Obama Delays Retaliating for Libyan Attacks
October 6, 2012 - 7:26 am
Eli Lake is reporting at the Daily Beast that President Obama is delaying action against the perpetrators of Ambassador Chris Stevens assassination and that this is jeopardizing any mission that would be undertaken due to the short shelf life of specific intelligence we have on the attack.
The delay from the White House could allow specific intelligence on the locations of suspects to whither on the vine if the suspects flee the country and evade detection, according to three U.S. intelligence officials working closely on the manhunt in Libya. A list of so-called high-value targets is now residing at a Pentagon office responsible for contingency special-operations planning, according to two of those U.S. intelligence officials.
The existence of the list was first reported this week by The New York Times. It was compiled with input from several U.S. intelligence agencies and is being constantly revised and edited as new information comes in to the CIA’s Counterterrorism Center. Some U.S. intelligence officials say there is enough detail to begin military operations to kill or capture 10 of the operatives tied to the planning of the attack.

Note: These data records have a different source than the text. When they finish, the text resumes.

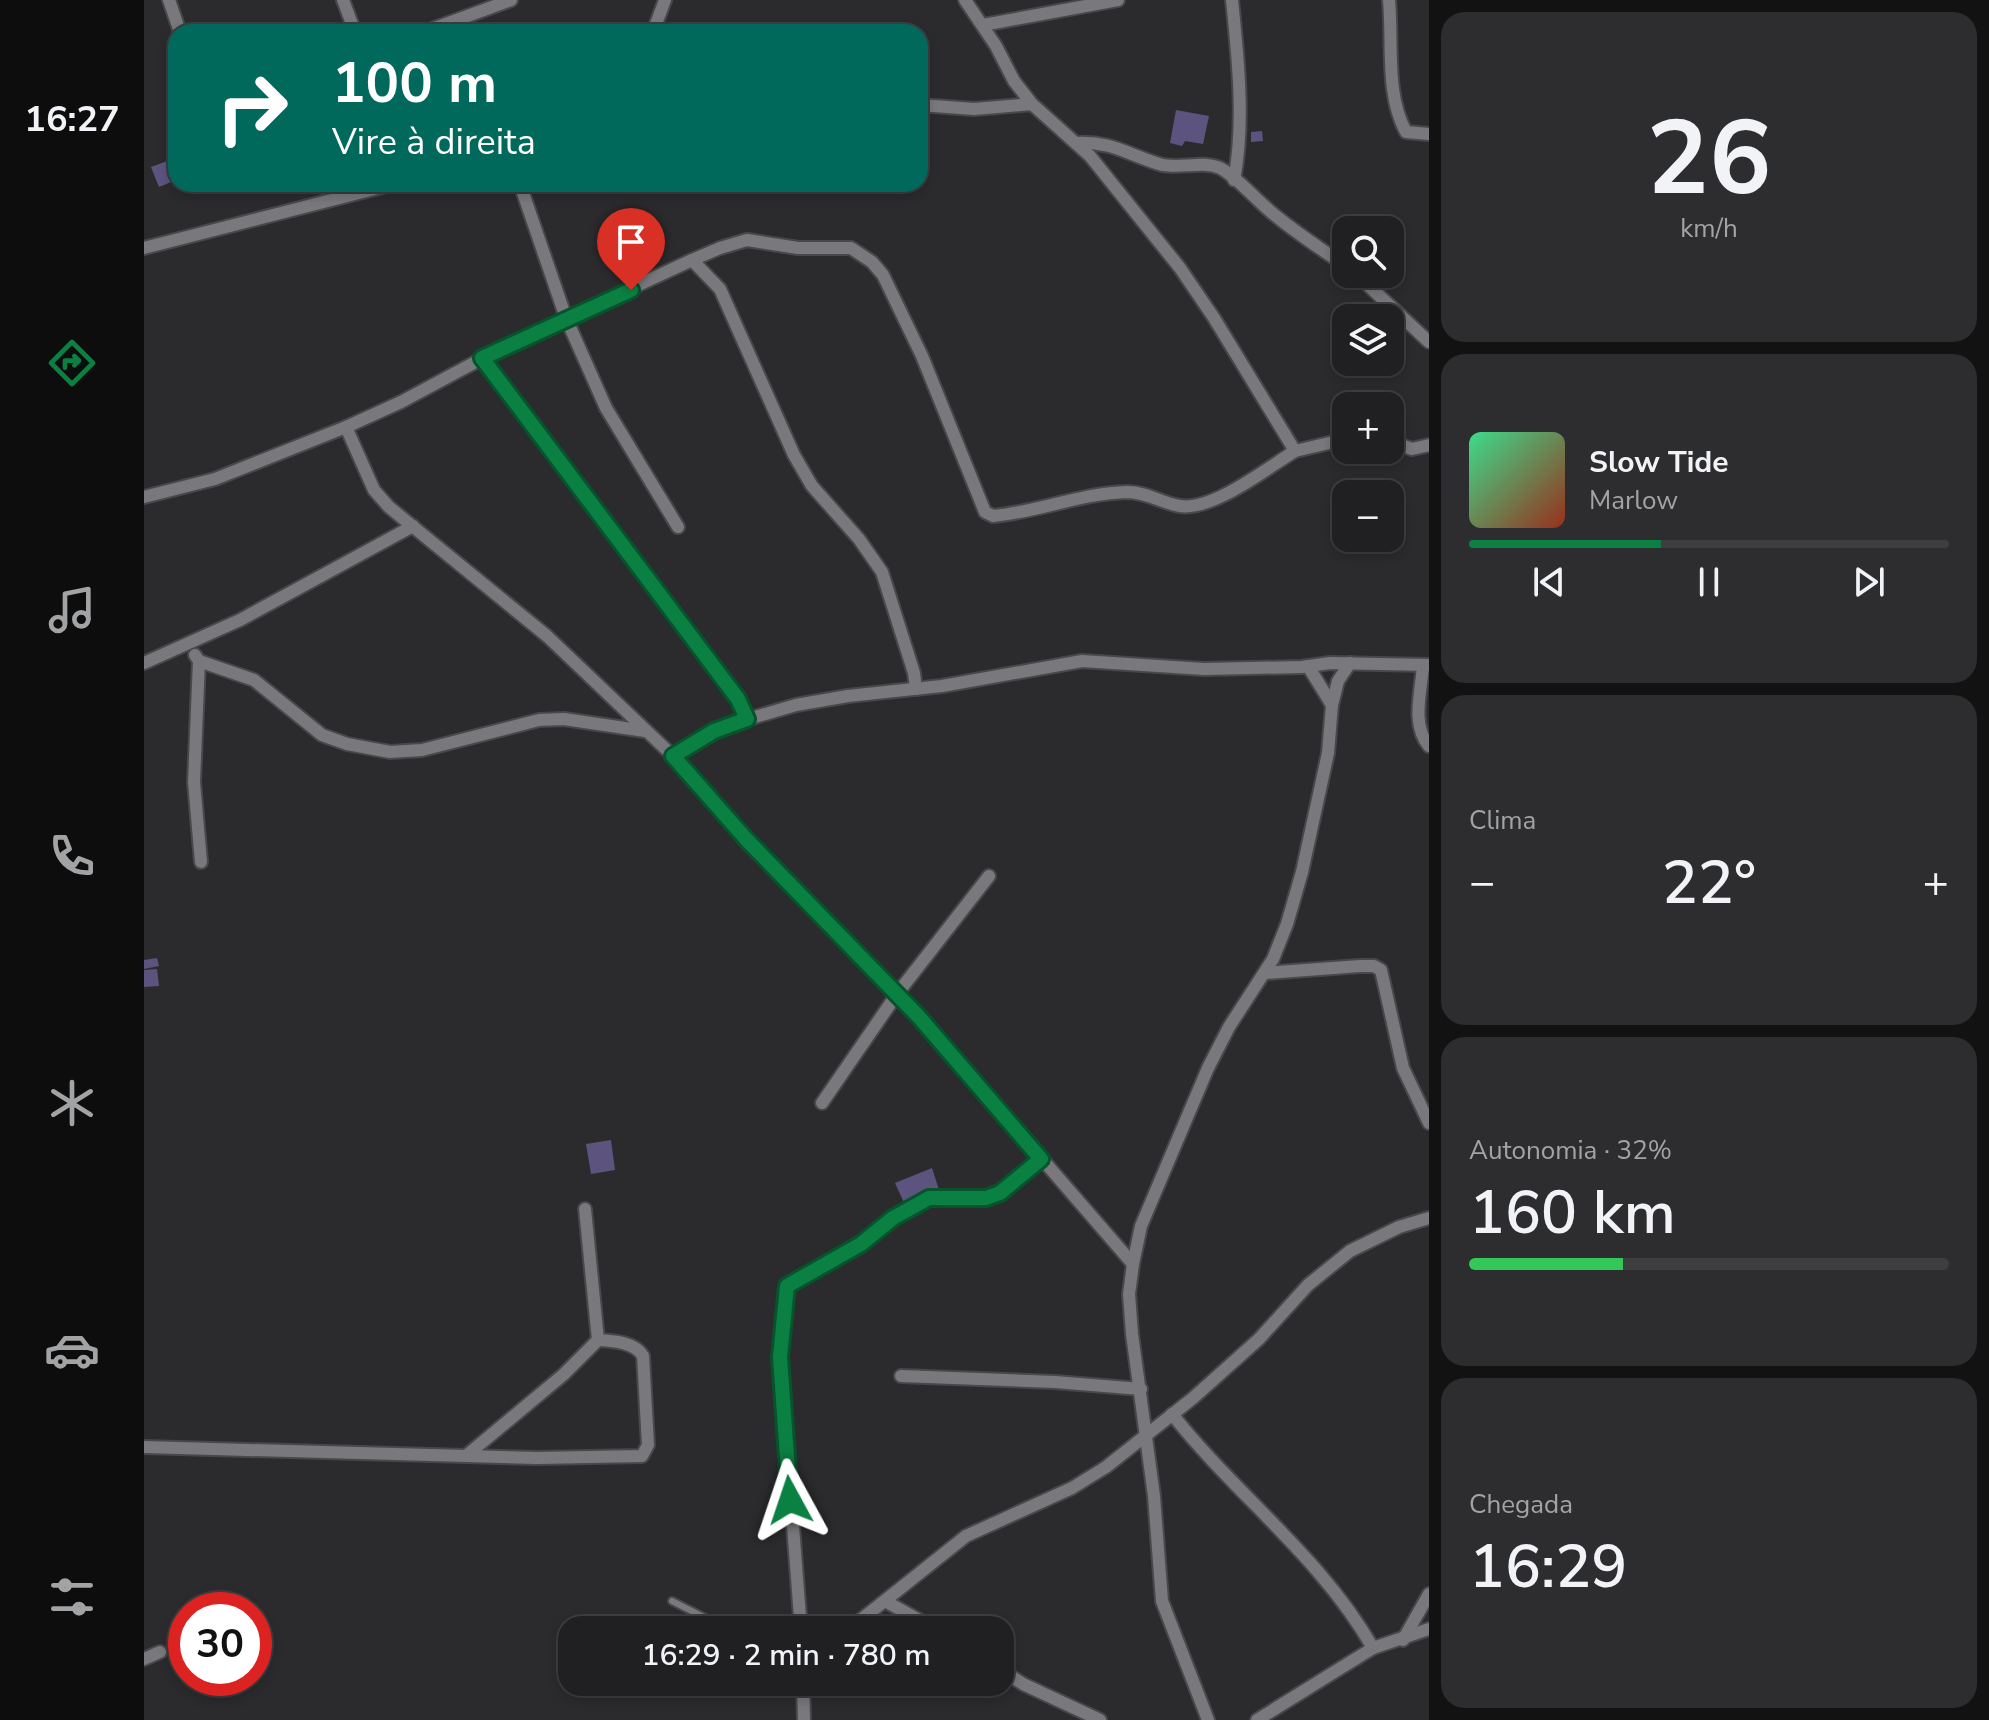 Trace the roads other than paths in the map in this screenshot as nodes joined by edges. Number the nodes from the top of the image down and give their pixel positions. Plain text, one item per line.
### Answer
1 (169, 0) edge
2 (343, 0) edge
3 (511, 0) edge
4 (665, 0) edge
5 (965, 0) edge
6 (1118, 0) edge
7 (1232, 0) edge
8 (1389, 0) edge
9 (177, 24) edge
10 (352, 24) edge
11 (446, 24) edge
12 (656, 24) edge
13 (983, 25) junction
14 (1032, 104) junction
15 (928, 106) edge
16 (1429, 134) edge
17 (1076, 143) junction
18 (1234, 180) junction
19 (363, 192) edge
20 (523, 192) edge
21 (144, 248) edge
22 (1332, 256) edge
23 (692, 260) junction
24 (1371, 288) edge
25 (566, 318) junction
26 (1429, 342) edge
27 (482, 358) junction
28 (346, 427) junction
29 (1332, 442) edge
30 (1429, 445) edge
31 (1404, 446) edge
32 (1295, 451) junction
33 (144, 497) edge
34 (413, 526) junction
35 (678, 527) dead end
36 (189, 645) junction
37 (199, 661) junction
38 (144, 663) edge
39 (1350, 663) junction
40 (1308, 666) junction
41 (1426, 666) edge
42 (916, 689) junction
43 (1332, 705) junction
44 (747, 719) junction
45 (645, 731) junction
46 (1429, 746) edge
47 (673, 756) junction
48 (201, 862) dead end
49 (989, 876) dead end
50 (1265, 973) junction
51 (897, 994) junction
52 (822, 1103) dead end
53 (1429, 1123) edge
54 (1041, 1159) junction
55 (585, 1209) dead end
56 (1429, 1218) edge
57 (1133, 1264) junction
58 (598, 1340) junction
59 (901, 1376) dead end
60 (1141, 1389) junction
61 (1172, 1414) junction
62 (1144, 1435) junction
63 (144, 1447) edge
64 (467, 1455) junction
65 (1429, 1594) edge
66 (672, 1601) dead end
67 (885, 1601) junction
68 (701, 1616) edge
69 (800, 1616) edge
70 (866, 1616) edge
71 (912, 1616) edge
72 (1429, 1629) edge
73 (1403, 1640) junction
74 (1373, 1648) junction
75 (160, 1652) dead end
76 (144, 1659) edge
77 (1014, 1678) edge
78 (803, 1696) edge
79 (804, 1720) edge
80 (1100, 1720) edge
81 (1208, 1720) edge
82 (1257, 1720) edge

1 - 9 street
2 - 10 street
3 - 11 street
4 - 12 street
5 - 13 street
6 - 13 street
7 - 18 street
8 - 16 street
13 - 14 street
14 - 15 street
14 - 17 street
17 - 18 street
17 - 32 street
18 - 22 street
19 - 21 street
20 - 25 street
23 - 25 street
23 - 32 street
23 - 42 street
24 - 26 street
25 - 27 street
25 - 35 street
27 - 28 street
27 - 44 street
28 - 33 street
28 - 34 street
29 - 32 street
30 - 31 street
34 - 36 street
34 - 45 street
36 - 37 street
36 - 38 street
37 - 45 street
37 - 48 street
39 - 40 street
39 - 41 street
39 - 43 street
40 - 42 street
40 - 43 street
41 - 46 street
42 - 44 street
43 - 50 street
44 - 47 street
45 - 47 street
47 - 51 street
49 - 51 street
50 - 53 street
50 - 57 street
51 - 52 street
51 - 54 street
54 - 57 street
54 - 69 street
55 - 58 street
56 - 61 street
57 - 60 street
58 - 64 street
58 - 64 street
59 - 60 street
60 - 62 street
61 - 62 street
61 - 74 street
62 - 67 street
62 - 81 street
63 - 64 street
65 - 73 street
66 - 68 lane
67 - 70 street
67 - 71 street
72 - 73 street
73 - 74 street
74 - 82 street
75 - 76 street
77 - 80 street
78 - 79 street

“These targets are believed to be located throughout Libya,” one U.S. intelligence officer told The Daily Beast. Another senior U.S. defense official acknowledged that some of the early intelligence could lose its value if there is too much delay. But this official also said there were risks in acting too quickly. “There is always the risk of flight in a situation like this,” this official said. “But it’s probably worth doing right and waiting a bit and trying to get more intel on these guys. You have to worry about relationships. If you do the wrong thing, the ramifications could be serious.” The U.S. intelligence officer said the information on the 10 suspects was “good enough to authorize action if this was Pakistan or Afghanistan.”
What’s the holdup? The Libyan government has apparently not given us a green light to use drones to attack the terrorists as we successfully do in Pakistan and Afghanistan. Plus, any attack might be seen as an election year gambit, although why that would cause a delay in our attacking is unknown. This is hardly a “wag the dog” scenario in that it would involve a small number of special operators and/or unmanned drones. The political consideration shouldn’t even be mentioned.
The Pentagon has special forces assets in place to begin carrying out a mission to take down the terrorists. “At this point, the capabilities are in place,” one U.S. intelligence officer said. “The holdup is in Washington.”
The other option would be to allow law enforcement — specifically the FBI — to bring the terrorists to justice. The Bureau is not getting much cooperation from authorities in Benghazi which may be clouding the overall picture. A drone strike or special ops mission might rile the new Libyan government, making it harder to work with them on preventing Islamists from gaining a bigger foothold in the country.
Whatever the president decides, he has to do it quickly or the terrorists who murdered our ambassador will disperse.